Capítulo 12
Dos días después, la condesita se presentó en la plaza de San Francisco, sola, sin la dueña, que había tenido que quedarse en la casa pues se encontraba indispuesta.
—¡Buenos días, condesa! —saludó Pedro, haciendo una exagerada reverencia.
—¡Dejaos de pamplinas, os lo ruego!
—¿Venís sola? —preguntó serio, apoyado en la carretilla que había traído para transportar las mercancías que compraran hasta el carruaje.
—Sí. Mi dueña no se encontraba bien esta mañana. Ella quería que lo pospusiéramos para mañana, pero he considerado que era mejor terminar cuanto antes con el malotaje.
—Me parece bien.
Le parecía más que bien poder estar una mañana a solas con su dama, que hoy estaba especialmente bella con un vestido anaranjado de terciopelo brocado y una capa de tafetán de seda azul, sobre la que caía en cascada su pelo suelto sin ninguna clase de adornos.

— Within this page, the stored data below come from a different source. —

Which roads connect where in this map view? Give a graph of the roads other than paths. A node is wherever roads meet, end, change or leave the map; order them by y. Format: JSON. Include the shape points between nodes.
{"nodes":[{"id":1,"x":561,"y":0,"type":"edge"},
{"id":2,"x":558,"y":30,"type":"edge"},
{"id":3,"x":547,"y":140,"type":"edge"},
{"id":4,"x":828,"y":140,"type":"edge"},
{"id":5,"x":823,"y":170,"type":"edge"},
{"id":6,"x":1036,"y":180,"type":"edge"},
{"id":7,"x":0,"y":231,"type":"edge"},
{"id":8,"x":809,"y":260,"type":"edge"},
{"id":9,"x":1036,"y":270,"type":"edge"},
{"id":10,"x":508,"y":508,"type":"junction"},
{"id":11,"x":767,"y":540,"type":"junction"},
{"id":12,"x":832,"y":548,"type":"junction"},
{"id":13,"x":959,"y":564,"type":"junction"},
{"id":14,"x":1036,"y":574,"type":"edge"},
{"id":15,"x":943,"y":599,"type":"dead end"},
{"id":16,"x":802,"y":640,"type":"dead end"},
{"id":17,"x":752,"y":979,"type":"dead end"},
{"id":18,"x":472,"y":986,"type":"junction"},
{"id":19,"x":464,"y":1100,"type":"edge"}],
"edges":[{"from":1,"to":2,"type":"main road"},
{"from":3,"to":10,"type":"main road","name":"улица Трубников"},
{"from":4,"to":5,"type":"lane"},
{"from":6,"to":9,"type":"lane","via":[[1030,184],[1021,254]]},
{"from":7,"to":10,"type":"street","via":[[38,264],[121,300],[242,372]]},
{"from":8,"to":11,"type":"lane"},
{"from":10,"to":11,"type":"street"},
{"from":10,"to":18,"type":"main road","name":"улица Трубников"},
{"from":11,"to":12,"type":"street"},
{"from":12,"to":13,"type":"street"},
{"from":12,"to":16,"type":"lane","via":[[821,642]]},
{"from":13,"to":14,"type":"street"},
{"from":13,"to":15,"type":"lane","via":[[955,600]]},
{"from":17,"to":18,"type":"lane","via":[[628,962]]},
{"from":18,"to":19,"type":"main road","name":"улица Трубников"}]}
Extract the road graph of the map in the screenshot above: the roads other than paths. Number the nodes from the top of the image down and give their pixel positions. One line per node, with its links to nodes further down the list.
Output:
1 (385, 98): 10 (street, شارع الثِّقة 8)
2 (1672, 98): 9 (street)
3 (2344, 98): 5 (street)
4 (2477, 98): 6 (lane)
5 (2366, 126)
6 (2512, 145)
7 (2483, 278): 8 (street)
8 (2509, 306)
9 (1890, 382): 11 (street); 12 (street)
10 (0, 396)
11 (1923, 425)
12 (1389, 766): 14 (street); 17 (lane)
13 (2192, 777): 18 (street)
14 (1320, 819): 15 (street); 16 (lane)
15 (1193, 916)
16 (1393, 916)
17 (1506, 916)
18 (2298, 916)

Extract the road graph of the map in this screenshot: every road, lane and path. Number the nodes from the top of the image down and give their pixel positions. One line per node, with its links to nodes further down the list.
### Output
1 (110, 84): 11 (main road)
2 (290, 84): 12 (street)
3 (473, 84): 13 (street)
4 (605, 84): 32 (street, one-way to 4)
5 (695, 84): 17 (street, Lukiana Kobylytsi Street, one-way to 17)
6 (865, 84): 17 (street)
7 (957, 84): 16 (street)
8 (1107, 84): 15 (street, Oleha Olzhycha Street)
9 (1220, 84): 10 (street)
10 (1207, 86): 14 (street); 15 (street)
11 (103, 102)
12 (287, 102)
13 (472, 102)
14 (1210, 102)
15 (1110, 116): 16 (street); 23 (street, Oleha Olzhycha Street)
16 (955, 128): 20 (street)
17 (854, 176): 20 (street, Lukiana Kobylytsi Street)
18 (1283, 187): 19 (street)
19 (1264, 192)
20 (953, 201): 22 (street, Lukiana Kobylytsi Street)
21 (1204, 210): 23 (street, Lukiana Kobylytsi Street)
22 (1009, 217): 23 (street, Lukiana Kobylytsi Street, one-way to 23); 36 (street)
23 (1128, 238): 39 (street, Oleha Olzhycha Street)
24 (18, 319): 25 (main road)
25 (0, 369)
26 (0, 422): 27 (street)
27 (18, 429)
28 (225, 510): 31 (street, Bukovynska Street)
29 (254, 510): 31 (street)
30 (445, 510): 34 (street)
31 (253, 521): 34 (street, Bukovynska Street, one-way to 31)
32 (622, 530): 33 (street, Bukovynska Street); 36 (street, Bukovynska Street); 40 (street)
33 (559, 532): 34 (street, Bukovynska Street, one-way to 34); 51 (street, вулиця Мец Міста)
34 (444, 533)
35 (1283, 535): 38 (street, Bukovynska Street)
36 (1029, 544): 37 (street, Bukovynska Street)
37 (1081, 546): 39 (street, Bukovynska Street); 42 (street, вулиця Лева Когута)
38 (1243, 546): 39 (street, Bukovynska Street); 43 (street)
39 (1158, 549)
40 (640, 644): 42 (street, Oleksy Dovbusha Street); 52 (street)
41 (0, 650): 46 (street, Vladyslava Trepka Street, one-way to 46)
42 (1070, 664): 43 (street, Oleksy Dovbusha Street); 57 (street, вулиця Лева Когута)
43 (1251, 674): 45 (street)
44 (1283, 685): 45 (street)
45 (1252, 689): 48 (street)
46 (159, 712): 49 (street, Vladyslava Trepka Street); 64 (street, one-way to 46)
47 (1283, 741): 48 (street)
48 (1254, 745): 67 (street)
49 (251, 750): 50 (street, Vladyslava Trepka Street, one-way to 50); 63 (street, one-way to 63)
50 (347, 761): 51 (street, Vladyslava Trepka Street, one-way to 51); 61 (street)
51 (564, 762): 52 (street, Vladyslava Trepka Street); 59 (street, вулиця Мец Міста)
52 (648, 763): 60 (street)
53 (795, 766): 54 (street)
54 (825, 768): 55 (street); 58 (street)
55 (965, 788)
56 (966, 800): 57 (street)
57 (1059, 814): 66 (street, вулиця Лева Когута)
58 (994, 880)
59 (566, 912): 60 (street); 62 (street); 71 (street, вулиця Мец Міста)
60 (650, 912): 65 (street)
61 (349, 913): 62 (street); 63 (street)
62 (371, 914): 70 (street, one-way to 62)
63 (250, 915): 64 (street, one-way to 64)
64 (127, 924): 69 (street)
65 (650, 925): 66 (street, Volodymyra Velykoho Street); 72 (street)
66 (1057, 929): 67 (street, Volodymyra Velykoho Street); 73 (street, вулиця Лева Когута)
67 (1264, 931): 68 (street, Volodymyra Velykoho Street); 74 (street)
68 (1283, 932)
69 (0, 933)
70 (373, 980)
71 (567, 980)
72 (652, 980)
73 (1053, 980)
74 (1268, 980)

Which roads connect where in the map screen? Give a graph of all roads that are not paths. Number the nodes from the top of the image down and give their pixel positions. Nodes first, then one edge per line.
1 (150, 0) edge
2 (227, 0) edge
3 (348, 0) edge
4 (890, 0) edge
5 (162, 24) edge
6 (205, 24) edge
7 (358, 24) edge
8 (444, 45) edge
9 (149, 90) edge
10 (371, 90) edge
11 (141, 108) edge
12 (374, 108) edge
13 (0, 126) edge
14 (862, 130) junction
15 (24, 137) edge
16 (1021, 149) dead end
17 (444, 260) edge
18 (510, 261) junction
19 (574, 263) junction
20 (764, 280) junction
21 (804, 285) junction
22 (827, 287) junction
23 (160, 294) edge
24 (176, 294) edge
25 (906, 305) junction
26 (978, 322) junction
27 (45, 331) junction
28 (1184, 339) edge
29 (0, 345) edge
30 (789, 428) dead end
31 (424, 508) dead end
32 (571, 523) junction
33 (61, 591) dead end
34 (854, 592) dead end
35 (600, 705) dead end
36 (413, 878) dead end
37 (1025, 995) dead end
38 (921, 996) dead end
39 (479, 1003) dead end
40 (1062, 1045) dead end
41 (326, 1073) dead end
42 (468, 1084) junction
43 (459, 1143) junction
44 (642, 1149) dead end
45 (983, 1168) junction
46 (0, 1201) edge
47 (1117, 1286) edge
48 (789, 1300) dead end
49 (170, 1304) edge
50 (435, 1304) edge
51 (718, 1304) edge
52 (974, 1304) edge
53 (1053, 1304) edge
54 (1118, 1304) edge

—¿Adónde vamos primero? —quiso saber la condesita, muy digna y muy seca.
—A la carnicería.
—¿Está lejos de aquí?
—No. Solo hay que cruzar la plaza.
—Bien, pues vayamos cuanto antes —dijo Inés sin mirar al joven a la cara.
Atravesaron la plaza de San Francisco, que ya bullía de gente con destino a los despachos, a los mesones, a los talleres y a las tiendas.
Cuando pasaron junto a la fuente, Inés se quedó mirando fascinada a un hermoso caballo negro que bebía agua.
—¿Os gustan los caballos? —preguntó Pedro para romper el hielo.
Si esa iba a ser la última jornada que estuvieran solos hasta que volvieran a reencontrarse en las Indias, iba a hacer lo imposible para que su dama se llevara un grato recuerdo . Y, de paso, que así se le quitara la cara de ajo confitado que lucía esa mañana.
—Sí. Mucho. A mí me gustaría tener muchos más, pero mi tío no me lo permite.
—Yo solo he tenido un gato.
—¿El gato loco?
—¡Sí! ¿Cómo lo habéis adivinado?
—Tampoco hay que ser muy sagaz. Solo hay sumar dos y dos.
—Mi padre se lo encontró dentro el día que compró la taberna. Era un gato de pelo corto de color naranja atigrado que maullaba como un perro, se lanzaba a los platos de los clientes, le gustaba el vino, robaba joyas, era noctámbulo, corría por la taberna por las noches y bailaba con la luna llena.
—La taberna tendría que llamarse «la del Gato Loquísimo», más bien.
—Pues sí. Murió hace unos años. Algunos decían que era el antiguo tabernero que fue convertido en gato porque una bruja lo hechizó.
—¿Y qué pasó con el antiguo tabernero?
—Un día desapareció. Le gustaba mucho comer y el vino, como al gato, y también era ladrón, de hecho algunos dicen que después de un robo importante a una aristócrata se fugó a las Indias. Otros, en cambio, dicen que a quien robó fue a una bruja, quien en castigo lo transformó en gato.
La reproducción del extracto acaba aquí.